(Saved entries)
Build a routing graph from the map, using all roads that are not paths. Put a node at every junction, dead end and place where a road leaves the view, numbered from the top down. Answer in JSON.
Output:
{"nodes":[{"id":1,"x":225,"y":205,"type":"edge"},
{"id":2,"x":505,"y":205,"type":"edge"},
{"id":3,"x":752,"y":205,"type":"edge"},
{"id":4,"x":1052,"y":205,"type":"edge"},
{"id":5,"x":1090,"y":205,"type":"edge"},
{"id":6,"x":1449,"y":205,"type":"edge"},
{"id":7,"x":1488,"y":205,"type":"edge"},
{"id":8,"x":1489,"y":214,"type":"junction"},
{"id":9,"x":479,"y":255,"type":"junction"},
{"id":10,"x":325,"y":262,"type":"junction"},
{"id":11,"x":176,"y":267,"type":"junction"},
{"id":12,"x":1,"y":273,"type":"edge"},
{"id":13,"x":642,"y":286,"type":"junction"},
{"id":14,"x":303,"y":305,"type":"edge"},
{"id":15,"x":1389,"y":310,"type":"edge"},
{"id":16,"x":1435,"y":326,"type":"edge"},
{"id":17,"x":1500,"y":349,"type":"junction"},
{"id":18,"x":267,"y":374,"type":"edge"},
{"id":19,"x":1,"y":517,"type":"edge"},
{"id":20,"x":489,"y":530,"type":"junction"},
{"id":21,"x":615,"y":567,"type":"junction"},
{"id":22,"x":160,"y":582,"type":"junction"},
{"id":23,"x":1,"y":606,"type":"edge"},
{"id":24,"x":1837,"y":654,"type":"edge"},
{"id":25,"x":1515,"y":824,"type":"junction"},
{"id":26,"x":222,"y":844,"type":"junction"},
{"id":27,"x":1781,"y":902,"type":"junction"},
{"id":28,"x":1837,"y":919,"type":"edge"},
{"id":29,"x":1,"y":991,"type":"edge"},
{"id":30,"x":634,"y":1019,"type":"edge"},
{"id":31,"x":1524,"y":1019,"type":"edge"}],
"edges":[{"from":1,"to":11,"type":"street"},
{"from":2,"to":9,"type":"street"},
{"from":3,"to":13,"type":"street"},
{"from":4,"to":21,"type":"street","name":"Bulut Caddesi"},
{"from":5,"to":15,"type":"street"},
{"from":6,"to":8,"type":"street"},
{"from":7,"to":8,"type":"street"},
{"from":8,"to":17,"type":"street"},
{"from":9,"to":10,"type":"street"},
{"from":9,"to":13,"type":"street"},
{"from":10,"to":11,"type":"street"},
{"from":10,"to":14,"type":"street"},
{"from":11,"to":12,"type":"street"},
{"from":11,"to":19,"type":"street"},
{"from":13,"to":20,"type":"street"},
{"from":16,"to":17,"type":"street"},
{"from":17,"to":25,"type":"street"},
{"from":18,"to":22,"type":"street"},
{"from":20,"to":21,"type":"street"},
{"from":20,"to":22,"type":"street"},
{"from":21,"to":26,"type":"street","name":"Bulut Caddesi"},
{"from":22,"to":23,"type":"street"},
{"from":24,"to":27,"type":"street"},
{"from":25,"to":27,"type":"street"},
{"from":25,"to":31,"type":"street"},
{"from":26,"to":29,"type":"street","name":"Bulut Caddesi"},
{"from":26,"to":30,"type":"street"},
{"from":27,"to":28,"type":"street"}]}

==

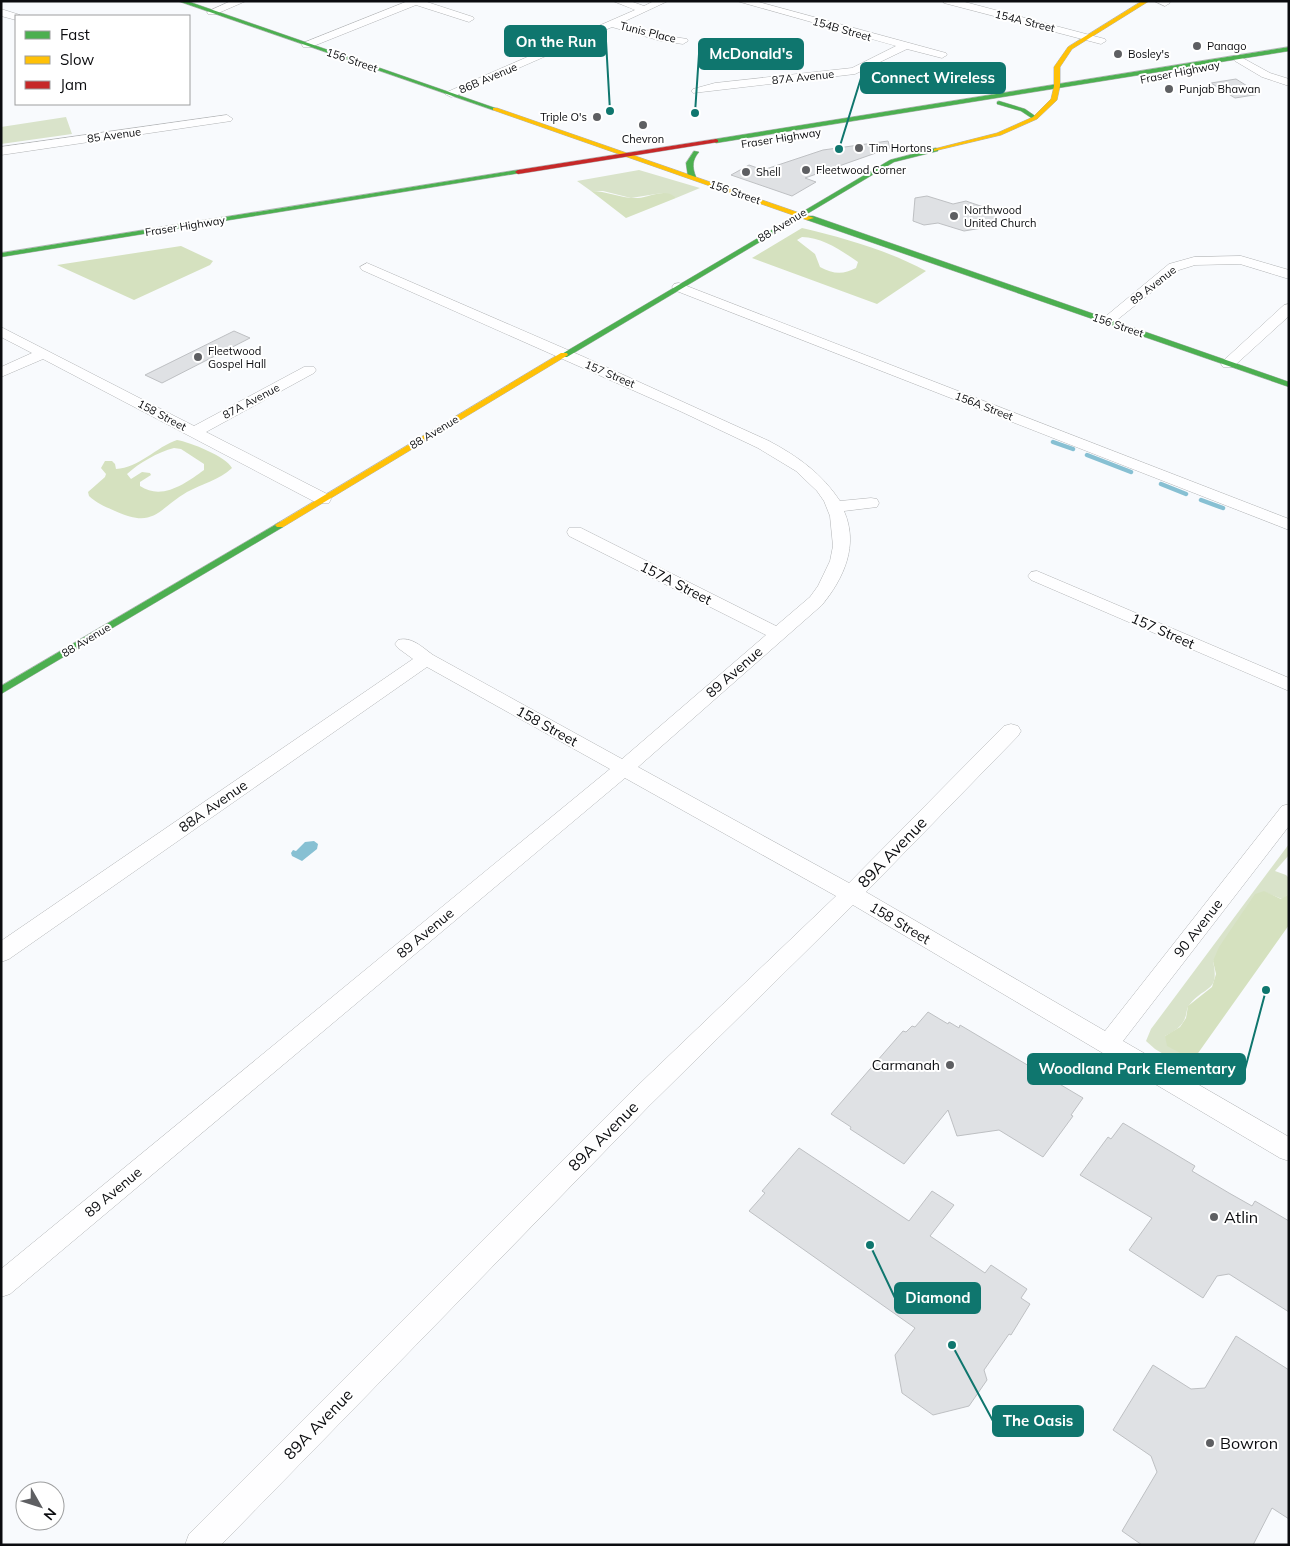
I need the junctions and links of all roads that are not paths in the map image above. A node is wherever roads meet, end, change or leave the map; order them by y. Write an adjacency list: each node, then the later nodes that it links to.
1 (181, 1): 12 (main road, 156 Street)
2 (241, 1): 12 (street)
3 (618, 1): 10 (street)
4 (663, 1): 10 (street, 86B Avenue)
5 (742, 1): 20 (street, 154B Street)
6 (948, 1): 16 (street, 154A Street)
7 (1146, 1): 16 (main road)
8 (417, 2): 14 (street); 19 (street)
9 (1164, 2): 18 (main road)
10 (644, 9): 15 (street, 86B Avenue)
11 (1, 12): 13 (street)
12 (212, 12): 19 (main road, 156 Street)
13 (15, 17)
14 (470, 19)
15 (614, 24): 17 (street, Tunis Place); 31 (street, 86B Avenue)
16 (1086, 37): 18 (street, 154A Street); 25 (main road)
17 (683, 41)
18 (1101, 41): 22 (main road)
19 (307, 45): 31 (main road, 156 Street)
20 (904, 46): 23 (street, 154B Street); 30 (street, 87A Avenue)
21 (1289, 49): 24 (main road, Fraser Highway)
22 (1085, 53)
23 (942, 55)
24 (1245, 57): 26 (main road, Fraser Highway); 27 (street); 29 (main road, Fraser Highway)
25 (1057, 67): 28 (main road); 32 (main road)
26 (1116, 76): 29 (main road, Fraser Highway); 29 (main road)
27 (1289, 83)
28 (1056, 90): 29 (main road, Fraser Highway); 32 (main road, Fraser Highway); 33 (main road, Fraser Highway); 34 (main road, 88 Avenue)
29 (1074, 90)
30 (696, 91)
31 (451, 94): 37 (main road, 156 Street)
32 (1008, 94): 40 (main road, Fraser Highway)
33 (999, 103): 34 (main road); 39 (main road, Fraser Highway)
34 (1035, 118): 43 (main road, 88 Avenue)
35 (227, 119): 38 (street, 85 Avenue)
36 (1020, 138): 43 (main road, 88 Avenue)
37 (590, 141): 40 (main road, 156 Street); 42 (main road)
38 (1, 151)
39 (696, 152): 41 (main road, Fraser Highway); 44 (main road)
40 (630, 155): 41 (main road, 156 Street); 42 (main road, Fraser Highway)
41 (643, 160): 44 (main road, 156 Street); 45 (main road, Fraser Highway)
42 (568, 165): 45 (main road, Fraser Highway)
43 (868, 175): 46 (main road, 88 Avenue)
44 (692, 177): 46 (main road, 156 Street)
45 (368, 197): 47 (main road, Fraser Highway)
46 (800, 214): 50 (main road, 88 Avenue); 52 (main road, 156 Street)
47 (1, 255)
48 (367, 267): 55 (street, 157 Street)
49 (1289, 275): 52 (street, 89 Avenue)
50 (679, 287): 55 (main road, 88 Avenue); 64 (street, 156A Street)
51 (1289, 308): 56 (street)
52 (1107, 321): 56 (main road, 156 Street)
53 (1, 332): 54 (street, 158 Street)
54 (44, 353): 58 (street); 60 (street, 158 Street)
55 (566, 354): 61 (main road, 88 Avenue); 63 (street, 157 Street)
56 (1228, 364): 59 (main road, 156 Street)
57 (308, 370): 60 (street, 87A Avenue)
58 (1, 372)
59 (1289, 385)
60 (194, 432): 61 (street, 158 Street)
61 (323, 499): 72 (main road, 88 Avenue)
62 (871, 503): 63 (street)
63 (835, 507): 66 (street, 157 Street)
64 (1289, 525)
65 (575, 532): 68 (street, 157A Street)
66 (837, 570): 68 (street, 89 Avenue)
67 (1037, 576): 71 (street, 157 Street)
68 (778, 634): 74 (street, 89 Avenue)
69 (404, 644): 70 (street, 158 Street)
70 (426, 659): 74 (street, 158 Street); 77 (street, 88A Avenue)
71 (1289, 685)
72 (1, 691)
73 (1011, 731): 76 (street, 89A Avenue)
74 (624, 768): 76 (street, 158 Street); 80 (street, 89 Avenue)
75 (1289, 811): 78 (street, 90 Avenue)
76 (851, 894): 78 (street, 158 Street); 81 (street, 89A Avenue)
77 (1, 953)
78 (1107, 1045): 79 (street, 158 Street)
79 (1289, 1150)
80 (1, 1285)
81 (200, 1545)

#### What the task requires:
Your answer should be every line above that contains the word "name".

#### Exercise output:
{"from":4,"to":21,"type":"street","name":"Bulut Caddesi"},
{"from":21,"to":26,"type":"street","name":"Bulut Caddesi"},
{"from":26,"to":29,"type":"street","name":"Bulut Caddesi"},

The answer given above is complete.